→ **EXERCISE INSTRUCTIONS**
Repeat the data exactly. Pictures are not part of the copy.

→ **RECORDS**
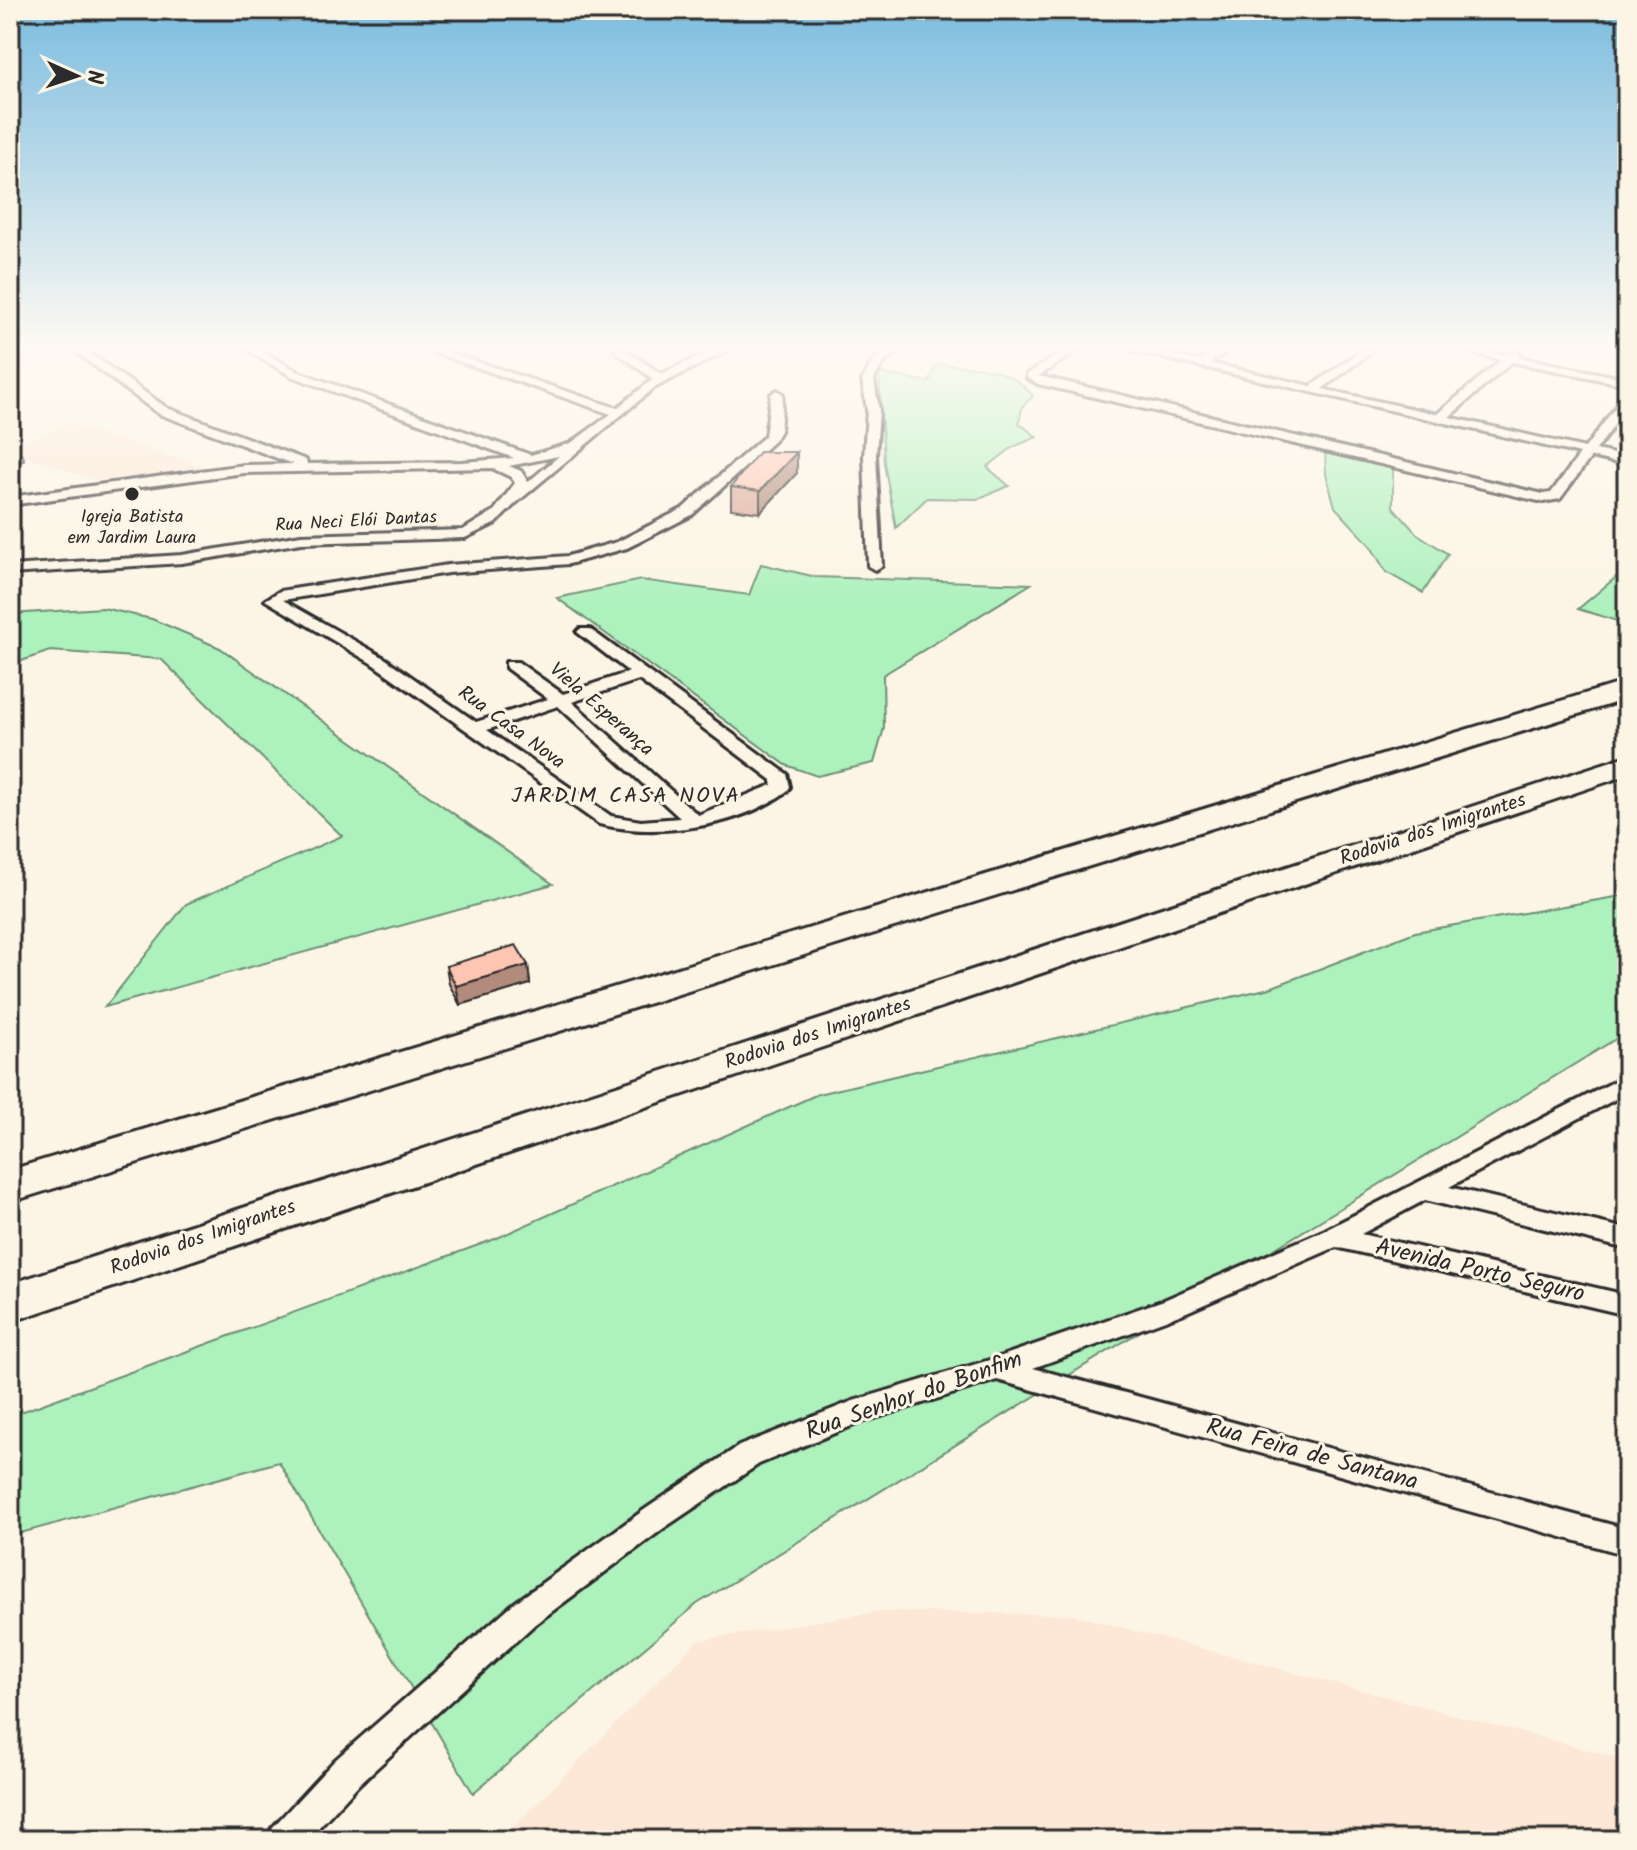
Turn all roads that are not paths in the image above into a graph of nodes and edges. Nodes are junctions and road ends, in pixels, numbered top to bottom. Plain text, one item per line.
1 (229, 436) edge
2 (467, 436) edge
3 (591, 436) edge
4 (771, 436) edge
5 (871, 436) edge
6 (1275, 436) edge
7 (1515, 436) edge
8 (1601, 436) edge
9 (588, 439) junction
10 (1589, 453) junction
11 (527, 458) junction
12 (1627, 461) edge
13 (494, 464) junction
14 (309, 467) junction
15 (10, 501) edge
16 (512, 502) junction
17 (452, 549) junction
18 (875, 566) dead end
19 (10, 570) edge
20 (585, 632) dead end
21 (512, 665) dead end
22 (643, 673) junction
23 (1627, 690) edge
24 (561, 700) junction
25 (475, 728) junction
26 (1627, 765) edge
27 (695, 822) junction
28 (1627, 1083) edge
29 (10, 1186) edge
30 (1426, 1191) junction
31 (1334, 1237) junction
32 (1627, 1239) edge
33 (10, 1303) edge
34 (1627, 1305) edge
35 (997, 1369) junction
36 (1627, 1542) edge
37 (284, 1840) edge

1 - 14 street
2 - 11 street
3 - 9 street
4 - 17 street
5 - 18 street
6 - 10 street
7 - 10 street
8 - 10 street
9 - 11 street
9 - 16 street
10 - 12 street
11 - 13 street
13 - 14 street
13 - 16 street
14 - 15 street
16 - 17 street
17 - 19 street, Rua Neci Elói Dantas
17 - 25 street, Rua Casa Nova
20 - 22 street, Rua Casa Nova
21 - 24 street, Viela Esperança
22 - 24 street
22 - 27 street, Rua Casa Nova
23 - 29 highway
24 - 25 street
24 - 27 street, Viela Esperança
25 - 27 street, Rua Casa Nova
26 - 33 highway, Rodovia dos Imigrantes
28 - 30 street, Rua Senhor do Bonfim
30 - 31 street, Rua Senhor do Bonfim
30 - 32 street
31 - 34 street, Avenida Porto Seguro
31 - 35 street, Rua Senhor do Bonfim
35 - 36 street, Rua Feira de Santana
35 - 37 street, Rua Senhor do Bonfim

→ **ANSWER SPACE**
Turn all roads that are not paths in the image above into a graph of nodes and edges. Nodes are junctions and road ends, in pixels, numbered top to bottom. Plain text, one item per line.
1 (229, 436) edge
2 (467, 436) edge
3 (591, 436) edge
4 (771, 436) edge
5 (871, 436) edge
6 (1275, 436) edge
7 (1515, 436) edge
8 (1601, 436) edge
9 (588, 439) junction
10 (1589, 453) junction
11 (527, 458) junction
12 (1627, 461) edge
13 (494, 464) junction
14 (309, 467) junction
15 (10, 501) edge
16 (512, 502) junction
17 (452, 549) junction
18 (875, 566) dead end
19 (10, 570) edge
20 (585, 632) dead end
21 (512, 665) dead end
22 (643, 673) junction
23 (1627, 690) edge
24 (561, 700) junction
25 (475, 728) junction
26 (1627, 765) edge
27 (695, 822) junction
28 (1627, 1083) edge
29 (10, 1186) edge
30 (1426, 1191) junction
31 (1334, 1237) junction
32 (1627, 1239) edge
33 (10, 1303) edge
34 (1627, 1305) edge
35 (997, 1369) junction
36 (1627, 1542) edge
37 (284, 1840) edge

1 - 14 street
2 - 11 street
3 - 9 street
4 - 17 street
5 - 18 street
6 - 10 street
7 - 10 street
8 - 10 street
9 - 11 street
9 - 16 street
10 - 12 street
11 - 13 street
13 - 14 street
13 - 16 street
14 - 15 street
16 - 17 street
17 - 19 street, Rua Neci Elói Dantas
17 - 25 street, Rua Casa Nova
20 - 22 street, Rua Casa Nova
21 - 24 street, Viela Esperança
22 - 24 street
22 - 27 street, Rua Casa Nova
23 - 29 highway
24 - 25 street
24 - 27 street, Viela Esperança
25 - 27 street, Rua Casa Nova
26 - 33 highway, Rodovia dos Imigrantes
28 - 30 street, Rua Senhor do Bonfim
30 - 31 street, Rua Senhor do Bonfim
30 - 32 street
31 - 34 street, Avenida Porto Seguro
31 - 35 street, Rua Senhor do Bonfim
35 - 36 street, Rua Feira de Santana
35 - 37 street, Rua Senhor do Bonfim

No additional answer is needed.